As a Montana Legal Services Association (MLSA) attorney representing Montanans in poverty, I want to provide a fuller understanding of low-income renters in context of Rep. David Hagstrom's letter to his tenants.
Approximately 15 percent of Montanans live in poverty, and it's a myth they don't work. Most who seek legal assistance from MLSA for housing issues work a lot — often more than one job — but don't get paid a lot. Montana falls in the last third of states for per-person income. Those clients who don't work are typically disabled or ill, are seniors, have been illegally fired or are domestic violence survivors who've had to flee from abuse; in other words, jobless through no fault of their own. Hagstrom's recommendation that low-income renters work more or harder and learn to live on less is unrealistic and insulting.

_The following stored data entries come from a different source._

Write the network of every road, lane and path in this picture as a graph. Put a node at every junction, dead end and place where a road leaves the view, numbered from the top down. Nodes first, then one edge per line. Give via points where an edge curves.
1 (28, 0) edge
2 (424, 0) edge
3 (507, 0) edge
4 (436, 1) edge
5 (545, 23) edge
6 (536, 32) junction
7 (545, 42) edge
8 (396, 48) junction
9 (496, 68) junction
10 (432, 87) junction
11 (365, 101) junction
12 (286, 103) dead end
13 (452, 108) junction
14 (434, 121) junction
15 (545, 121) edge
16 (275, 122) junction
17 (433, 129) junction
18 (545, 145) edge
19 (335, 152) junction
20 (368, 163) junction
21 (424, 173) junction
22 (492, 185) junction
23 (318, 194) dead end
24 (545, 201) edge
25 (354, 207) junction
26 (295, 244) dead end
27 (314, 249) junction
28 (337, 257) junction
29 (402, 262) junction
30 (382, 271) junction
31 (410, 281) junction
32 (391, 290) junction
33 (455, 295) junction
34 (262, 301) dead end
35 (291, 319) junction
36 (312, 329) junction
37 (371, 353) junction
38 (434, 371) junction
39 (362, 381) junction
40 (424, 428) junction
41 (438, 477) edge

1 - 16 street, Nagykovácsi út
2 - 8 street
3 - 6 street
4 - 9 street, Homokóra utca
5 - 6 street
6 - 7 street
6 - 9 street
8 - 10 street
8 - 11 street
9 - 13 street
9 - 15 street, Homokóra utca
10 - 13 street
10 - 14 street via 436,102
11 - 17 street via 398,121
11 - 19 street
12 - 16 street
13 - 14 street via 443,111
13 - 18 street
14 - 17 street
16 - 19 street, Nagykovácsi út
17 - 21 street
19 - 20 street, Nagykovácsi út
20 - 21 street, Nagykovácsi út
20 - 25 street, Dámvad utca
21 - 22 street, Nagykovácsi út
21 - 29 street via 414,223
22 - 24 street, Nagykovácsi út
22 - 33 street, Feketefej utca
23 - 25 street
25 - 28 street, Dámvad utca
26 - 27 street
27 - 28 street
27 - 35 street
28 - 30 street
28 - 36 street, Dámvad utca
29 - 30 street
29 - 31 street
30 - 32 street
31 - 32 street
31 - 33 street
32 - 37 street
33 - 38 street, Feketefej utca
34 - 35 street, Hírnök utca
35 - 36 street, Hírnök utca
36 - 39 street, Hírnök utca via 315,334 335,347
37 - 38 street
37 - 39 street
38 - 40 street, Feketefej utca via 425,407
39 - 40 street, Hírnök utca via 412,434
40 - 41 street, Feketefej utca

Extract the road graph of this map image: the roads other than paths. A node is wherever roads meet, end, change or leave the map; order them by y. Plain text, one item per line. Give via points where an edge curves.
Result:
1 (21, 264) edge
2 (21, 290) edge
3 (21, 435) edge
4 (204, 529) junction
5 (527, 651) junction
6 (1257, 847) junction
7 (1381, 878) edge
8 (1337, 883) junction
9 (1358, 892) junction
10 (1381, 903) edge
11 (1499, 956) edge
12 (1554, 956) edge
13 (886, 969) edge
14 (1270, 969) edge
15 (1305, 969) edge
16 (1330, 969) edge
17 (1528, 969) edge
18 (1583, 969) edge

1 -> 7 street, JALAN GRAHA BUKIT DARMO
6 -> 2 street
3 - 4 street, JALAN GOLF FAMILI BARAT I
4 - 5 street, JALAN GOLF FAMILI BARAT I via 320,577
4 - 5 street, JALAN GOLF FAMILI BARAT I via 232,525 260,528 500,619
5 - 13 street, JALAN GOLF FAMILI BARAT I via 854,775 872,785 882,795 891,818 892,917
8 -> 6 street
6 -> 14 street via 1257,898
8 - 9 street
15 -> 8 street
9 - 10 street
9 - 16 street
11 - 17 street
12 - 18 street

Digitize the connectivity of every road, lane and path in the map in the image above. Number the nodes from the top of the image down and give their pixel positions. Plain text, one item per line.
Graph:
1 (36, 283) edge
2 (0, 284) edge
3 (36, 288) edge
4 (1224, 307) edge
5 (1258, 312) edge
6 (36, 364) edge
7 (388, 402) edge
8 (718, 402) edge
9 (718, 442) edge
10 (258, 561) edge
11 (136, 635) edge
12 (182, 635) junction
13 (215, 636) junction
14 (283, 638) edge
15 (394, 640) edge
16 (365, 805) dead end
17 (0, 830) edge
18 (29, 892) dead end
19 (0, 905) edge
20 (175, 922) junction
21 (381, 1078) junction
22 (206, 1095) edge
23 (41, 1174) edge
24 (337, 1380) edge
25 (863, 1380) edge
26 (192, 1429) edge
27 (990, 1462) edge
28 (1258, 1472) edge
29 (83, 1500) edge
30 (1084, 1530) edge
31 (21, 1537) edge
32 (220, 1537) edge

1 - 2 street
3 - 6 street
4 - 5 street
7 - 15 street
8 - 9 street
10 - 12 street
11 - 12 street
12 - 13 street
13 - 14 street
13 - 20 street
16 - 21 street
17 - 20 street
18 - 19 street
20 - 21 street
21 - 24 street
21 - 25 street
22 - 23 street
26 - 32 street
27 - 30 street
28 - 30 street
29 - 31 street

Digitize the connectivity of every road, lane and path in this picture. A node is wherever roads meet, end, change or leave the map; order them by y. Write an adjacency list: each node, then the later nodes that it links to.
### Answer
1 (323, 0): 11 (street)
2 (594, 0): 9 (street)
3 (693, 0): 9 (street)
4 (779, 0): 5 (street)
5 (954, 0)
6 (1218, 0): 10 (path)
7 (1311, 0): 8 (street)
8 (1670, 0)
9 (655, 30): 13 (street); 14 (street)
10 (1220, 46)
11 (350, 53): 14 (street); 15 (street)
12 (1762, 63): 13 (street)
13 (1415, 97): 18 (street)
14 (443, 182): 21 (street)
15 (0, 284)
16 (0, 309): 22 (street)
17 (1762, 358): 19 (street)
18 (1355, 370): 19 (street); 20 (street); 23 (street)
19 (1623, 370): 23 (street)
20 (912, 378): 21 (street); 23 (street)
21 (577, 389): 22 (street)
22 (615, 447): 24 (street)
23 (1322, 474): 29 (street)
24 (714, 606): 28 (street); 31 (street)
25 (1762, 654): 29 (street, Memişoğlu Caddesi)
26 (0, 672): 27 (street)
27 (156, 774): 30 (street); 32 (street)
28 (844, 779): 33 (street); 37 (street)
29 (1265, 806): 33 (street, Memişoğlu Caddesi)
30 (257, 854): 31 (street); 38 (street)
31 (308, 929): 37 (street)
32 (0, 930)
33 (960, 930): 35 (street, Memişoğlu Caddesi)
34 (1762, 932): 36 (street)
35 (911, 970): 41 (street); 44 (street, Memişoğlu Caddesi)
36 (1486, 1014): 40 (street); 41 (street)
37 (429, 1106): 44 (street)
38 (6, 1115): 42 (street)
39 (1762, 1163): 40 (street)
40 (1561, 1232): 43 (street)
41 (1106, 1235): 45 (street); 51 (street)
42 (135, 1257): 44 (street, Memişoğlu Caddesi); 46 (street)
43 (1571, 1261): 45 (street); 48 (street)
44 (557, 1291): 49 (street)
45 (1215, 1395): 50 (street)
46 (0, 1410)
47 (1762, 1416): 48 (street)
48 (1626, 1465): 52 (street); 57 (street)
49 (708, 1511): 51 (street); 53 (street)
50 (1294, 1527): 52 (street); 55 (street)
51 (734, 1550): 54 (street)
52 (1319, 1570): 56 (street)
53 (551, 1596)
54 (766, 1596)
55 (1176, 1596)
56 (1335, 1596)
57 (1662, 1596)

While decent housing provides stability, dignity, health and safety, and increases educational and job prospects, many renters don't have it. They're victims of illegal evictions, outrageous late fees, discrimination and unsafe conditions. They face these challenges as best they can. The last thing they need is a list of recommendations from their landlord about the need to become more responsible.
Everyone, including Hagstrom, would do well to remember the words of Franklin D. Roosevelt, who said: "In these days of difficulty, we Americans everywhere must and shall choose the path of social justice ... The path of faith, the path of hope and the path of love toward our fellow man."